Однако читатель имеет то, что имеет: автор избрал для своего героя именно такой сценарий, такую участь. При этом он дал ему «говорящее» имя, и это обстоятельство трудно проигнорировать, ведь, повторяя мысль В. Руднева, «у имени собственного этимология – это все, что у него есть, поэтому она для него чрезвычайно важна» [Руднев 2003: 152], и еще: «Для культуры ХХ в. характерно наделение героев именами собственными в духе мифологического сознания» [Руднев 2003: 152]. Исходя из этого не будет лишним прочитать каждое встречающееся в повести имя как некую иноформу личности его носителя.
Имена
Имя собственное Феликс произошло от латинского «felix 1) счастливый, благополучный; приносящий счастье, благоприятный»; 2) плодородный, плодоносный; 3) богатый» [Латинско-русский… 1952: 257]. Небезынтересна история перехода имени прилагательного felix в имя собственное: «В Римской империи в качестве имени слово изначально практически не употреблялось, лишь изредка добавлялось к имени в качестве прозвища в значении «счастливый» («везунчик»), чтобы подчеркнуть удачливость или «непотопляемость» данного лица. Наиболее известным примером подобного рода является бессрочный римский диктатор Луций Корнелий Сулла по прозвищу Феликс или «Счастливый»»1.
И как же в таком случае распознать, о чем именно говорит нам «говорящее» имя героя повести «Затерявшийся в городе»? Может, это имя всего лишь ирония автора над героем? Или же важно расслышать, что в имени был шанс, было счастливое предопределение, которое герой сам же и отверг?

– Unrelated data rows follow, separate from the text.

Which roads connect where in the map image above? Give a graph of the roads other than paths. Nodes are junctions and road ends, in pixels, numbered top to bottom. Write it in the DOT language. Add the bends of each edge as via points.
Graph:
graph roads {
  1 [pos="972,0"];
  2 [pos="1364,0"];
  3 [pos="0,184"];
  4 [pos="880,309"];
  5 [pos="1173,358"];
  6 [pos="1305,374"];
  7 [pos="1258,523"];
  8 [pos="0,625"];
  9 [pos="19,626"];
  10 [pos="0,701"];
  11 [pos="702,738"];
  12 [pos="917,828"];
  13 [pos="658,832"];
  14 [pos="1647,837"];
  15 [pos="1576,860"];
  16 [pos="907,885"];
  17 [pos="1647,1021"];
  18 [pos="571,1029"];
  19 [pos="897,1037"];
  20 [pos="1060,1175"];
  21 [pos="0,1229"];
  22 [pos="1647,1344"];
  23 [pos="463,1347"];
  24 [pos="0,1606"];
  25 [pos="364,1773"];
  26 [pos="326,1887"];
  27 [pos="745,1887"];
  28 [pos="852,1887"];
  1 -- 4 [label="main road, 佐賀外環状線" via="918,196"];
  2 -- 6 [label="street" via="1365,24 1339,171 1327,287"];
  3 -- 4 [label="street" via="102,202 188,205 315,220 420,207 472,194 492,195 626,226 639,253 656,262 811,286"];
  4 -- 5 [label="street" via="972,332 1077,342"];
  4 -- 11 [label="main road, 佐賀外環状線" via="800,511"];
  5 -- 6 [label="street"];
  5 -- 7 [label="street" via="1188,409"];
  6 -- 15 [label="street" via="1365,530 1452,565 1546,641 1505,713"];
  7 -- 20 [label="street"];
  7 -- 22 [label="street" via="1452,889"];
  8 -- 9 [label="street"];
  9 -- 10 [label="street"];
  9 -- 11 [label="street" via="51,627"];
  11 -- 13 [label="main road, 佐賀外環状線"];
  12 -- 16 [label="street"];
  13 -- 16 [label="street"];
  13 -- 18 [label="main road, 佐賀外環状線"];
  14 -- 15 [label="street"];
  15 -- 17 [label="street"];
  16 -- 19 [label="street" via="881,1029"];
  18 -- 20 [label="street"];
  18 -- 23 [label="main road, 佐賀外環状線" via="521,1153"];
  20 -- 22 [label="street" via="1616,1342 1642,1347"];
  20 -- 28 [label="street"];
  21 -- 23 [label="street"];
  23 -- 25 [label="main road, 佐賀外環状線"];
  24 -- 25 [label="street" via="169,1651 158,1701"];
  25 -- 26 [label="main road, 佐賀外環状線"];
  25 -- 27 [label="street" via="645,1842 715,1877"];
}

Возможно, чтобы добавить ясности, стоит принять во внимание последующий этап в истории распространения имени Феликс: «Постепенный сдвиг в употреблении слова Felix в качестве имени произошел примерно к первому веку до нашей эры. В таком же значении «счастливый» имя (или прозвище) Феликс стало даваться иноязычным рабам, и впоследствии удерживалось ими, если они становились вольноотпущенниками»2.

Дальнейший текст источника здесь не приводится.